Stephen Lee Luebber (/ˈluːbər/ LOO-bər; born July 9, 1949) is an American former Major League Baseball pitcher. Luebber pitched in all or part of five seasons in the majors between 1971 and 1981. He currently serves as pitching coach for the Quad Cities River Bandits, high-A farm team for the Kansas City Royals.

==Career==
Luebber was drafted by the Minnesota Twins in the 13th round of the 1967 Major League Baseball draft. After four-and-a-half years in the minors, he made his major league debut for the Twins in 1971, pitching in 18 games and starting 12, going 2–5 with a 5.03 ERA. He was returned to the minors in 1972, appearing in two games for the Twins in September.

Luebber spent the next three seasons in the minor leagues before finally returning to the major leagues in 1976. That season, he set career bests in every major category, going 4–5 with an ERA at 4.00. After another season in the minors, the Twins released Luebber in October 1977.

After spending 1978 in the Chicago White Sox organization, Luebber returned to the majors in 1979 with the Toronto Blue Jays. He pitched in one game for them that September, pitching to three batters in a game against the Boston Red Sox without retiring a batter. The Blue Jays released him the following spring, and he was signed to a minor league contract by the Baltimore Orioles. In 1981 he was called up to the majors one last time, pitching in seven games with a 7.56 ERA.
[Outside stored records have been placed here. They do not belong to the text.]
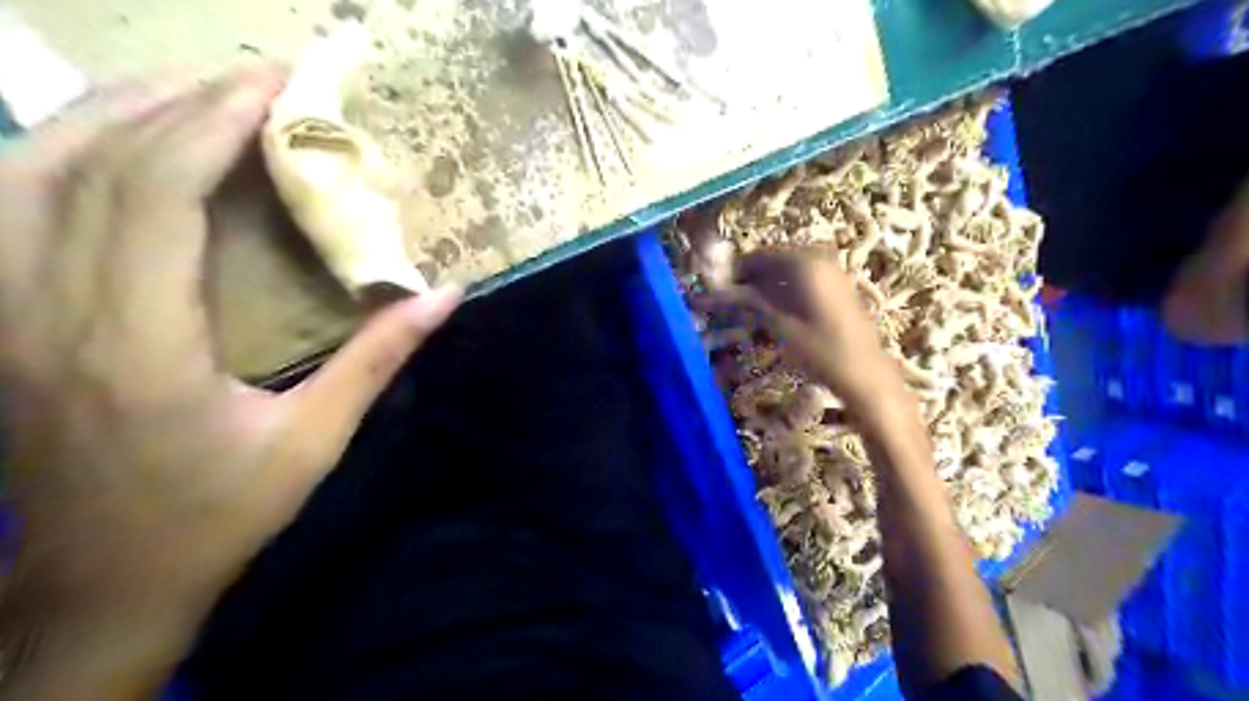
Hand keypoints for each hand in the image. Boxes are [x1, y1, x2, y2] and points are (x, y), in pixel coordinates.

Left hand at [1, 66, 456, 695]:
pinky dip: (71, 150)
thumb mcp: (313, 442)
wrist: (100, 585)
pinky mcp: (1, 318)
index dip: (213, 123)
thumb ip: (377, 360)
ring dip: (123, 113)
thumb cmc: (218, 516)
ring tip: (204, 91)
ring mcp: (5, 311)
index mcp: (135, 343)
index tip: (279, 88)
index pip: (153, 191)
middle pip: (92, 161)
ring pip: (35, 168)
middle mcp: (48, 310)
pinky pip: (14, 202)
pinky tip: (123, 140)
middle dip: (180, 100)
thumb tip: (443, 297)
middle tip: (262, 77)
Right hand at [694, 250, 910, 409]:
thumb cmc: (820, 350)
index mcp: (804, 262)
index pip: (757, 257)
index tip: (715, 293)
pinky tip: (772, 318)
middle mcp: (818, 259)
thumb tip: (710, 293)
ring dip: (764, 290)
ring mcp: (830, 273)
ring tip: (747, 316)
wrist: (865, 375)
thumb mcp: (778, 325)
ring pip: (785, 274)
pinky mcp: (836, 289)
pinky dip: (782, 295)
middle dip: (748, 282)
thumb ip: (746, 302)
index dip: (733, 274)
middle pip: (771, 263)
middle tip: (729, 307)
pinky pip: (800, 283)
Luebber continued to pitch in the minor leagues for several more seasons. He pitched in the Rangers, Tigers and Padres organizations through 1983. He then returned to the San Diego Padres farm system between 1986 and 1988, making a number of appearances at the double-A level. In 1989 he moved on to the Senior Professional Baseball Association, where he pitched two seasons for the Fort Myers Sun Sox. He finally retired after the 1990 season at age 40. In all, Luebber spent 22 seasons (over a 24-year period) playing professional baseball.

After his playing career, Luebber moved into the coaching ranks. He has coached in the Padres, Orioles, Texas Rangers, Florida Marlins and most recently the Royals' organization. In 2006, he was the pitching coach for the Burlington Bees. In 2007, he moved into the same position with the Wilmington Blue Rocks until 2016, when Luebber advanced to the AA Northwest Arkansas Naturals pitching coach position. In 2021, he became pitching coach of the Quad Cities River Bandits, also in the Royals' farm system.